「絵を描く」という行為はPC画面上でない限り、たいていは実在する絵具と、それを塗り付ける対象を必要とする。
例えば「水彩絵具」と「紙」というように。
さらにそれが「絵」になるまでには、「紙」に塗った「絵具」が乾いて定着するための「時間」を必要とする。
この「時間」というものが絵を描く人間にとっては厄介であり興味深い。
絵具の水分が乾く乾き方は経験である程度までは把握できるが、それを完全にコントロールすることはできない。
また、水分が乾き絵具の顔料が紙に固着したモノを「絵」と呼ぶのか、それとも水分を含んだ絵具を塗った瞬間から「絵」と呼んで良いのか、
という疑問もある。
一般的には絵具が紙なりキャンバスなりの支持体に固着して、誰もが見られる状態のモノを「絵」と呼んでいるのだろう。

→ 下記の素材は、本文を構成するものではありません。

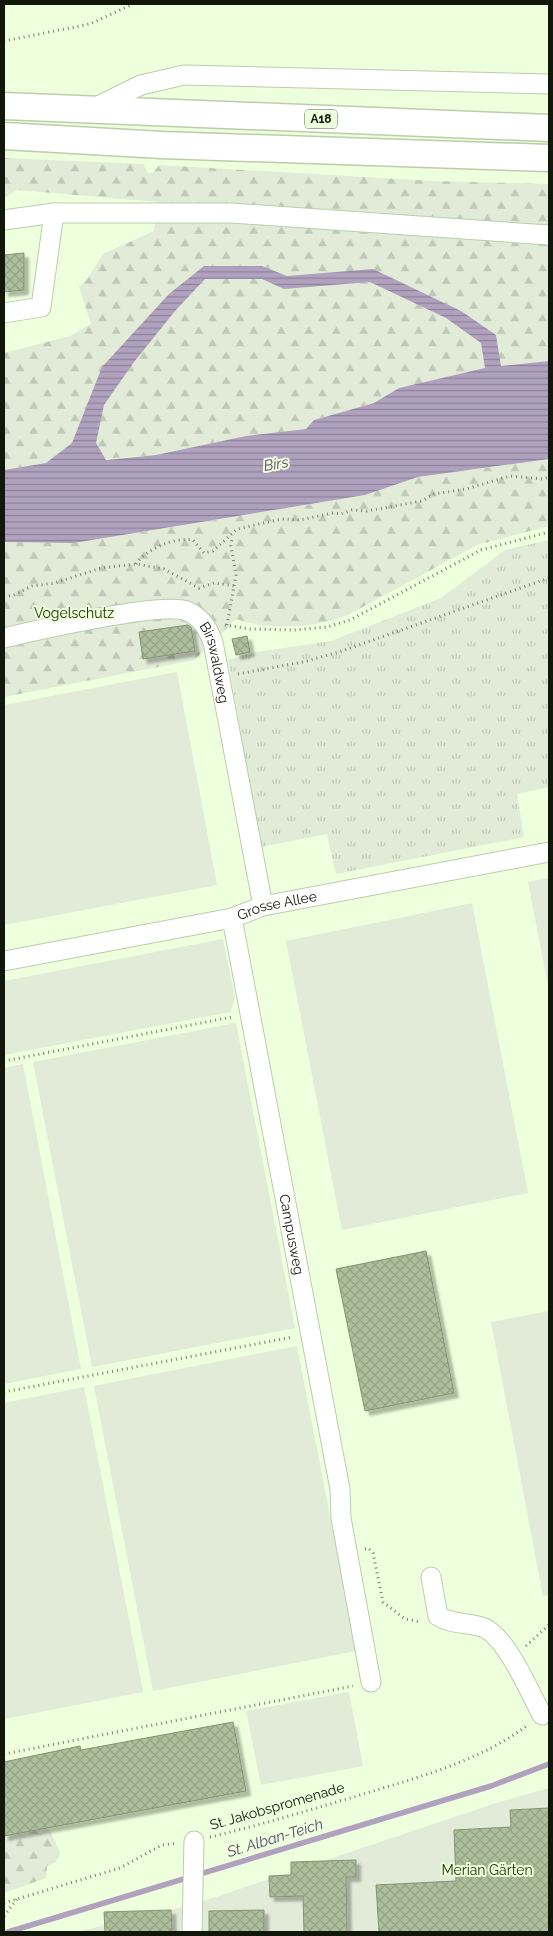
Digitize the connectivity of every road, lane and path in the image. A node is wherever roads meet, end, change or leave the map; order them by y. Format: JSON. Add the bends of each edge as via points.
{"nodes":[{"id":1,"x":134,"y":4,"type":"edge"},
{"id":2,"x":4,"y":41,"type":"edge"},
{"id":3,"x":549,"y":84,"type":"edge"},
{"id":4,"x":4,"y":90,"type":"edge"},
{"id":5,"x":4,"y":106,"type":"edge"},
{"id":6,"x":94,"y":108,"type":"junction"},
{"id":7,"x":549,"y":128,"type":"edge"},
{"id":8,"x":4,"y":136,"type":"edge"},
{"id":9,"x":549,"y":160,"type":"edge"},
{"id":10,"x":54,"y":213,"type":"junction"},
{"id":11,"x":4,"y":220,"type":"edge"},
{"id":12,"x":549,"y":236,"type":"edge"},
{"id":13,"x":4,"y":313,"type":"edge"},
{"id":14,"x":549,"y":477,"type":"edge"},
{"id":15,"x":549,"y":532,"type":"edge"},
{"id":16,"x":232,"y":536,"type":"junction"},
{"id":17,"x":136,"y":564,"type":"junction"},
{"id":18,"x":549,"y":578,"type":"edge"},
{"id":19,"x":235,"y":586,"type":"junction"},
{"id":20,"x":4,"y":597,"type":"edge"},
{"id":21,"x":204,"y":622,"type":"junction"},
{"id":22,"x":227,"y":625,"type":"junction"},
{"id":23,"x":4,"y":638,"type":"edge"},
{"id":24,"x":220,"y":677,"type":"junction"},
{"id":25,"x":549,"y":852,"type":"edge"},
{"id":26,"x":263,"y":906,"type":"junction"},
{"id":27,"x":232,"y":918,"type":"junction"},
{"id":28,"x":4,"y":961,"type":"edge"},
{"id":29,"x":250,"y":1014,"type":"junction"},
{"id":30,"x":4,"y":1060,"type":"edge"},
{"id":31,"x":310,"y":1334,"type":"junction"},
{"id":32,"x":4,"y":1392,"type":"edge"},
{"id":33,"x":347,"y":1552,"type":"junction"},
{"id":34,"x":431,"y":1577,"type":"dead end"},
{"id":35,"x":448,"y":1622,"type":"junction"},
{"id":36,"x":549,"y":1625,"type":"edge"},
{"id":37,"x":511,"y":1660,"type":"junction"},
{"id":38,"x":371,"y":1682,"type":"joint"},
{"id":39,"x":542,"y":1715,"type":"joint"},
{"id":40,"x":4,"y":1754,"type":"edge"},
{"id":41,"x":194,"y":1841,"type":"junction"},
{"id":42,"x":17,"y":1898,"type":"junction"},
{"id":43,"x":4,"y":1903,"type":"edge"},
{"id":44,"x":4,"y":1916,"type":"edge"},
{"id":45,"x":192,"y":1932,"type":"edge"}],
"edges":[{"from":1,"to":2,"type":"path","via":[[90,24]]},
{"from":3,"to":6,"type":"lane","via":[[184,75],[141,85]]},
{"from":4,"to":6,"type":"highway","via":[[66,93]]},
{"from":5,"to":6,"type":"highway","number":"A18"},
{"from":6,"to":7,"type":"highway","number":"A18"},
{"from":8,"to":9,"type":"highway"},
{"from":10,"to":11,"type":"lane"},
{"from":10,"to":12,"type":"lane","via":[[232,214]]},
{"from":10,"to":13,"type":"lane","via":[[41,307]]},
{"from":14,"to":16,"type":"path","via":[[510,476],[466,489],[434,494],[422,501],[300,520],[282,518],[237,529]]},
{"from":15,"to":22,"type":"path","via":[[480,550],[350,620],[327,627],[294,630]]},
{"from":16,"to":17,"type":"path","via":[[214,551],[204,553],[193,540],[182,538],[141,557]]},
{"from":16,"to":19,"type":"path"},
{"from":17,"to":19,"type":"path","via":[[164,569],[199,588],[214,583]]},
{"from":17,"to":20,"type":"path","via":[[102,568],[54,583],[32,586]]},
{"from":18,"to":24,"type":"path","via":[[339,652]]},
{"from":19,"to":22,"type":"path"},
{"from":21,"to":22,"type":"path"},
{"from":21,"to":23,"type":"lane","name":"Birswaldweg","via":[[185,610],[166,609],[69,622]]},
{"from":21,"to":24,"type":"lane","name":"Birswaldweg","via":[[214,642]]},
{"from":24,"to":26,"type":"lane","name":"Birswaldweg"},
{"from":25,"to":26,"type":"lane","name":"Grosse Allee"},
{"from":26,"to":27,"type":"lane","name":"Grosse Allee"},
{"from":27,"to":28,"type":"lane","name":"Grosse Allee"},
{"from":27,"to":29,"type":"lane","name":"Campusweg"},
{"from":29,"to":30,"type":"path"},
{"from":29,"to":31,"type":"lane","name":"Campusweg"},
{"from":31,"to":32,"type":"path"},
{"from":31,"to":33,"type":"lane","name":"Campusweg","via":[[340,1489]]},
{"from":33,"to":35,"type":"path","via":[[368,1548],[373,1553],[383,1602],[396,1613],[405,1619],[430,1625]]},
{"from":33,"to":38,"type":"lane","name":"Campusweg"},
{"from":34,"to":35,"type":"lane","via":[[438,1616]]},
{"from":35,"to":37,"type":"lane","via":[[483,1627],[499,1639]]},
{"from":36,"to":37,"type":"path"},
{"from":37,"to":39,"type":"lane"},
{"from":38,"to":40,"type":"path"},
{"from":39,"to":41,"type":"path","name":"St. Jakobspromenade","via":[[504,1743],[456,1766],[254,1827]]},
{"from":41,"to":42,"type":"path","name":"St. Jakobspromenade","via":[[162,1845],[120,1868]]},
{"from":41,"to":45,"type":"lane"},
{"from":42,"to":43,"type":"path","name":"St. Jakobspromenade"},
{"from":42,"to":44,"type":"path"}]}
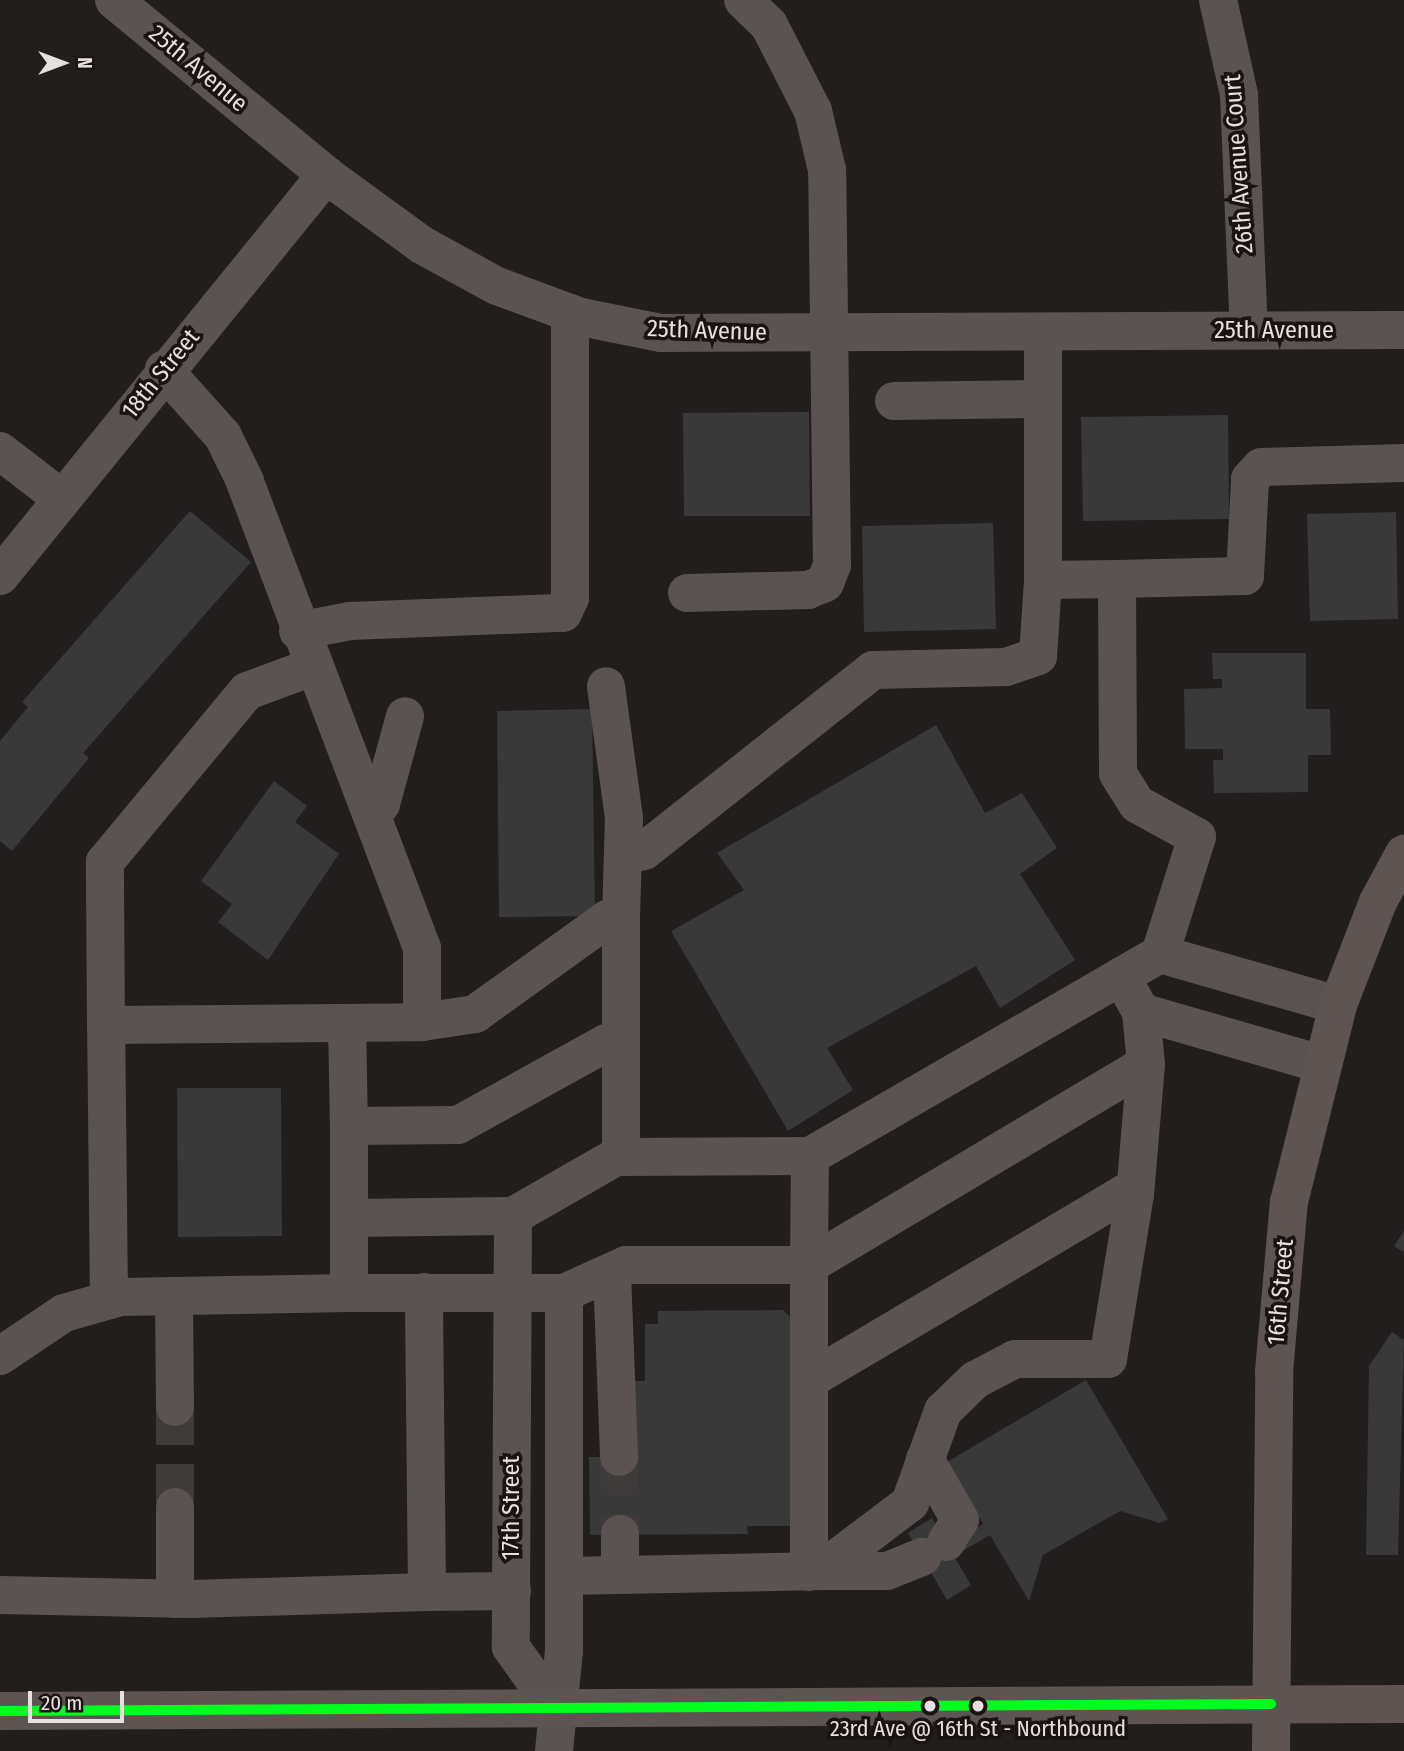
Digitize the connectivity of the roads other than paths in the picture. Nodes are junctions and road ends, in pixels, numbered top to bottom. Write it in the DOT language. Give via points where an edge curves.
graph roads {
  1 [pos="114,0"];
  2 [pos="743,0"];
  3 [pos="1218,0"];
  4 [pos="326,175"];
  5 [pos="570,313"];
  6 [pos="1249,330"];
  7 [pos="1404,330"];
  8 [pos="1044,332"];
  9 [pos="828,335"];
  10 [pos="164,370"];
  11 [pos="1044,399"];
  12 [pos="894,401"];
  13 [pos="0,451"];
  14 [pos="1404,463"];
  15 [pos="61,498"];
  16 [pos="0,576"];
  17 [pos="1117,579"];
  18 [pos="1044,580"];
  19 [pos="687,593"];
  20 [pos="299,631"];
  21 [pos="313,667"];
  22 [pos="606,686"];
  23 [pos="405,716"];
  24 [pos="372,808"];
  25 [pos="1404,854"];
  26 [pos="622,855"];
  27 [pos="621,917"];
  28 [pos="1160,954"];
  29 [pos="1121,976"];
  30 [pos="1338,1005"];
  31 [pos="1142,1012"];
  32 [pos="422,1022"];
  33 [pos="348,1023"];
  34 [pos="106,1025"];
  35 [pos="621,1041"];
  36 [pos="1321,1064"];
  37 [pos="1146,1065"];
  38 [pos="349,1126"];
  39 [pos="810,1156"];
  40 [pos="621,1157"];
  41 [pos="1135,1195"];
  42 [pos="513,1216"];
  43 [pos="349,1217"];
  44 [pos="809,1265"];
  45 [pos="612,1273"];
  46 [pos="424,1292"];
  47 [pos="349,1293"];
  48 [pos="564,1293"];
  49 [pos="514,1294"];
  50 [pos="174,1296"];
  51 [pos="109,1300"];
  52 [pos="0,1356"];
  53 [pos="809,1380"];
  54 [pos="175,1407"];
  55 [pos="619,1457"];
  56 [pos="925,1460"];
  57 [pos="175,1507"];
  58 [pos="620,1534"];
  59 [pos="815,1572"];
  60 [pos="620,1575"];
  61 [pos="565,1576"];
  62 [pos="512,1591"];
  63 [pos="427,1592"];
  64 [pos="0,1595"];
  65 [pos="175,1599"];
  66 [pos="1271,1704"];
  67 [pos="1404,1704"];
  68 [pos="554,1708"];
  69 [pos="0,1711"];
  70 [pos="554,1751"];
  71 [pos="1271,1751"];
  1 -- 4 [label="street, 25th Avenue"];
  2 -- 9 [label="street" via="769,25 813,111 827,170"];
  3 -- 6 [label="street, 26th Avenue Court" via="1239,95"];
  4 -- 5 [label="street, 25th Avenue" via="422,245 497,286"];
  4 -- 10 [label="street, 18th Street"];
  5 -- 9 [label="street, 25th Avenue" via="661,333"];
  5 -- 20 [label="street" via="570,598 563,613 350,621"];
  6 -- 7 [label="street, 25th Avenue"];
  6 -- 8 [label="street, 25th Avenue"];
  8 -- 9 [label="street, 25th Avenue"];
  8 -- 11 [label="street"];
  9 -- 19 [label="street" via="832,565 825,583 808,590"];
  10 -- 15 [label="street, 18th Street"];
  10 -- 20 [label="street" via="223,436"];
  11 -- 12 [label="street"];
  11 -- 18 [label="street"];
  13 -- 15 [label="street"];
  14 -- 17 [label="street" via="1262,467 1250,479 1245,576"];
  15 -- 16 [label="street, 18th Street"];
  17 -- 18 [label="street"];
  17 -- 28 [label="street" via="1118,773 1137,804 1197,837"];
  18 -- 26 [label="street" via="1038,656 1006,667 873,670 643,851"];
  20 -- 21 [label="street"];
  21 -- 24 [label="street"];
  21 -- 34 [label="street" via="247,691 105,862"];
  22 -- 26 [label="street"];
  23 -- 24 [label="street" via="381,804"];
  24 -- 32 [label="street" via="422,948"];
  25 -- 30 [label="main road, 16th Street" via="1378,902"];
  26 -- 27 [label="street"];
  27 -- 32 [label="street" via="607,919 475,1014"];
  27 -- 35 [label="street"];
  28 -- 29 [label="street"];
  28 -- 30 [label="street"];
  29 -- 31 [label="street"];
  29 -- 39 [label="street"];
  30 -- 36 [label="main road, 16th Street"];
  31 -- 36 [label="street"];
  31 -- 37 [label="street"];
  32 -- 33 [label="street"];
  33 -- 34 [label="street"];
  33 -- 38 [label="street"];
  34 -- 51 [label="street"];
  35 -- 38 [label="street" via="606,1043 458,1125"];
  35 -- 40 [label="street"];
  36 -- 66 [label="main road, 16th Street" via="1295,1170 1279,1296"];
  37 -- 41 [label="street"];
  37 -- 44 [label="street"];
  38 -- 43 [label="street"];
  39 -- 40 [label="street"];
  39 -- 44 [label="street"];
  40 -- 42 [label="street"];
  41 -- 53 [label="street" via="1125,1193"];
  41 -- 56 [label="street" via="1108,1359 1015,1359 975,1380 943,1410"];
  42 -- 43 [label="street"];
  42 -- 49 [label="street, 17th Street"];
  43 -- 47 [label="street"];
  44 -- 45 [label="street" via="626,1265"];
  44 -- 53 [label="street"];
  45 -- 48 [label="street"];
  45 -- 55 [label="street"];
  46 -- 47 [label="street"];
  46 -- 49 [label="street"];
  46 -- 63 [label="street"];
  47 -- 50 [label="street"];
  48 -- 49 [label="street"];
  48 -- 61 [label="street"];
  49 -- 62 [label="street, 17th Street"];
  50 -- 51 [label="street"];
  50 -- 54 [label="street"];
  51 -- 52 [label="street" via="64,1313"];
  53 -- 59 [label="street"];
  56 -- 59 [label="street" via="910,1503"];
  56 -- 59 [label="street" via="960,1520 934,1550 887,1571"];
  57 -- 65 [label="street"];
  58 -- 60 [label="street"];
  59 -- 60 [label="street"];
  60 -- 61 [label="street"];
  61 -- 68 [label="street" via="564,1650"];
  62 -- 63 [label="street"];
  62 -- 68 [label="street, 17th Street" via="511,1647"];
  63 -- 65 [label="street"];
  64 -- 65 [label="street"];
  66 -- 67 [label="main road"];
  66 -- 68 [label="main road"];
  66 -- 71 [label="main road, 16th Street"];
  68 -- 69 [label="main road"];
  68 -- 70 [label="street"];
}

しかし、誰もが見られる状態になった「絵」の、その生成過程を記録したものはどうしたものか。
そのような疑問が根底にあったりもする。
さらには絵具が固着せずに、誰もが見られる状態にはならなかった「絵」もあるのではないか。
むしろそういう「絵」の方が遥かに多いのではないか。
見たことのない「絵」。
あるいは「絵」の本当の姿。
もしくは「絵」ではなく「え」
例えば奇跡的に風化することなく残ったラスコー洞窟の壁画や、世界中に遺された古代の壁画などを思いつつ、
顔料の溶かれた絵具ではなく、真水を使ってスナックのサイン看板(sign)のロゴを署名(signature)してみた。
それらを写真撮影してコマ送り映像にすることで、真水で描かれた「絵」が自然(nature)によって、
どのように風化(もしくは生成)していくかを収めた。